FORDSM_120506_021
Existing comment: Lincoln in Washington:

President-Elect Abraham Lincoln:
In November 1860, a sharply divided electorate chose Abraham Lincoln as the nation's 16th president. The Illinois Republican won barely 40% of the vote in a four-way contest. His party's opposition to the spread of slavery led by South Carolina, six weeks later, to secede from the Union. Six other Southern states followed -- with eight more slaveholding states handing in the balance as Lincoln prepared to assume the presidency.

The Road to Washington:
On February 11, 1861, Lincoln departed his hometown of Springfield, Illinois for a twelve-day rail journey to Washington.
At Philadelphia's Independence Hall, Lincoln raised the American flag and spoke of the tenet of freedom outlined in the Declaration of Independence.

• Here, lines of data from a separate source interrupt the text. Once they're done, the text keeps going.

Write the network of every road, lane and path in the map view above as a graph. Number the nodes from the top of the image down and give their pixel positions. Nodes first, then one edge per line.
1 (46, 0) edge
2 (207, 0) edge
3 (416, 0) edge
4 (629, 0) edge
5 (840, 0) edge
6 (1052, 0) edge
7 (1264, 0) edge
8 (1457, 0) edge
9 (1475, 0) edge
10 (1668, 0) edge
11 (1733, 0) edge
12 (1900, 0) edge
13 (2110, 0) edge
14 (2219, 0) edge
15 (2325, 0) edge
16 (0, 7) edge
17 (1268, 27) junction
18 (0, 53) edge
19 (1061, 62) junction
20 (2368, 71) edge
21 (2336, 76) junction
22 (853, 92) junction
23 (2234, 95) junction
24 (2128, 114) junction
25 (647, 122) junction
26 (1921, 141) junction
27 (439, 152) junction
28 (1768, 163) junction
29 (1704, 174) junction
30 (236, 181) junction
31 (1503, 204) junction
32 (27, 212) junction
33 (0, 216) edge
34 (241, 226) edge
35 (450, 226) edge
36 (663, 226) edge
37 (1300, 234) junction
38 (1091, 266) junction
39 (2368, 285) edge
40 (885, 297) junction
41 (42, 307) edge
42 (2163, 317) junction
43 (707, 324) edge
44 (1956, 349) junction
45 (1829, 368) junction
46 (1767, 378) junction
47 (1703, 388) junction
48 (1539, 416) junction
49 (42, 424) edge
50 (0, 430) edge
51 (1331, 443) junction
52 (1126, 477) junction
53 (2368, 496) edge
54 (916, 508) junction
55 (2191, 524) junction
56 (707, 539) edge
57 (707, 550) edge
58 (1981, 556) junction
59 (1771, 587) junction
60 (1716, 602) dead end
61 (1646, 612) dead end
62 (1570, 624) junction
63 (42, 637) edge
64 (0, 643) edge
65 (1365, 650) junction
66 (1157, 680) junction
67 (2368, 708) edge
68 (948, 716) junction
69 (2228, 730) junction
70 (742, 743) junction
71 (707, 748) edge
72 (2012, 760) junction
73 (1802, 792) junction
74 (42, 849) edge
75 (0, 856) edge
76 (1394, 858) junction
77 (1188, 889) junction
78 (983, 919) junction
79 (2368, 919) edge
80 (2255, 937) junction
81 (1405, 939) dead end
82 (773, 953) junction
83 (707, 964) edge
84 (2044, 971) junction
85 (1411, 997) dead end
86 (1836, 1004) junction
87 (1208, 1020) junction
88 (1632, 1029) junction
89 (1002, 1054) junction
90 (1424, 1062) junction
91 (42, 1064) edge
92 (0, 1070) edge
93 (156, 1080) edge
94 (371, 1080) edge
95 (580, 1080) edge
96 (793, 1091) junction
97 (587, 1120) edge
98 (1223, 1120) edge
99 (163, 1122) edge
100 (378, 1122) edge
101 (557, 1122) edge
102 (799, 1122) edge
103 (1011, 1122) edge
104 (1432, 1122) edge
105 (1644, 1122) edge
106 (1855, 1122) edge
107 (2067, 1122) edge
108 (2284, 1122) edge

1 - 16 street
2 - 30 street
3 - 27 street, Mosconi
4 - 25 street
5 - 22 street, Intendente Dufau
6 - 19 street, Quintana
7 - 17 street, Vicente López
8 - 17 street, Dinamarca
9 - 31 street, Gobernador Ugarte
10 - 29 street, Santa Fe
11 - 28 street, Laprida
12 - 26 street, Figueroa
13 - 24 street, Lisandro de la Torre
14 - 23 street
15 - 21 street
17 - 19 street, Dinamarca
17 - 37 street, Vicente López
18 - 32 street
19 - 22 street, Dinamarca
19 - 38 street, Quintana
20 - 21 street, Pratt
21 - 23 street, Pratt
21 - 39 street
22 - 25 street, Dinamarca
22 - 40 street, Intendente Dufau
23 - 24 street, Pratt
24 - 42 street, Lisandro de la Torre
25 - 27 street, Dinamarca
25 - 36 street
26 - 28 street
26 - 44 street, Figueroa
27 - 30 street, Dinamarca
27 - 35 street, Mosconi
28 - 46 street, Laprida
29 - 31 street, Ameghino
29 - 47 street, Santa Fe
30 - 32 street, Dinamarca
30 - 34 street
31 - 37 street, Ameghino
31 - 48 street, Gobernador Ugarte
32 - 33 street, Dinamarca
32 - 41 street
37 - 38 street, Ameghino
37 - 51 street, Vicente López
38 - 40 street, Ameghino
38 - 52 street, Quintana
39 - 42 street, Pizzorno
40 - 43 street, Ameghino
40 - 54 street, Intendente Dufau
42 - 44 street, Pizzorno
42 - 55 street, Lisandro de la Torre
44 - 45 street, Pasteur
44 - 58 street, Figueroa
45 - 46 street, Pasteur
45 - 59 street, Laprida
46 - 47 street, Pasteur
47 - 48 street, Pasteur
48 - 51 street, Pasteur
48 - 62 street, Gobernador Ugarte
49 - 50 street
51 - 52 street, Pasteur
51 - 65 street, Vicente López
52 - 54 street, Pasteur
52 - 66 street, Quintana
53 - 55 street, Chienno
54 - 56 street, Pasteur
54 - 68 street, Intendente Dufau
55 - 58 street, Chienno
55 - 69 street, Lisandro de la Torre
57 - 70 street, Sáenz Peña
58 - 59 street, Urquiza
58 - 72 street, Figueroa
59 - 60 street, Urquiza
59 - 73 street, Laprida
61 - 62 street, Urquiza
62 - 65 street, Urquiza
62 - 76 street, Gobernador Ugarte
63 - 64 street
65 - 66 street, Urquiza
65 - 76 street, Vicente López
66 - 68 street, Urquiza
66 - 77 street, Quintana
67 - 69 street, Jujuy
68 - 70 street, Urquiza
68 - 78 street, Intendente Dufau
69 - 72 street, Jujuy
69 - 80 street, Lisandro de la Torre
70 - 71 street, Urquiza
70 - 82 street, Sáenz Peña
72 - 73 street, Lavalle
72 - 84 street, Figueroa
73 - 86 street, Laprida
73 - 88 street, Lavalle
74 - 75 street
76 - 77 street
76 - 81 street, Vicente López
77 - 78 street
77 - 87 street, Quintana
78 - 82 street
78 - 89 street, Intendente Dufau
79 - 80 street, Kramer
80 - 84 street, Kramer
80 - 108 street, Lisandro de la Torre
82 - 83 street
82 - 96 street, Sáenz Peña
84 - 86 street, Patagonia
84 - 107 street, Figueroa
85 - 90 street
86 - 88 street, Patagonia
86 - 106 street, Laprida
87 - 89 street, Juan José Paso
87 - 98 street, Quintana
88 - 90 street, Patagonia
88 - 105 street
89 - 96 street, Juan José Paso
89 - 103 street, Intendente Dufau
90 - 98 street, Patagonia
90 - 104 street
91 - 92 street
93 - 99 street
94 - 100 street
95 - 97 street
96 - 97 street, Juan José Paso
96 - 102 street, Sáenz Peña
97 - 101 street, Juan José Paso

He concluded with a promise: "If this country cannot be saved without giving up that principle ... I would rather be assassinated on this spot than to surrender it."
"What would the nation think of its President stealing into the capital like a thief in the night?" -- Abraham Lincoln

The Making of a Legend:
In Philadelphia, Lincoln learned of a plot to murder him two days later in Baltimore. His advisors convinced the reluctant president-elect to cut his journey short and take a night train for Washington.
A New York Times reporter, Joseph Howard, claimed that Lincoln arrived in Washington disguised in "a Scotch plaid cap and a very long military cloak." The story was false, which didn't prevent other journals from reporting it as true.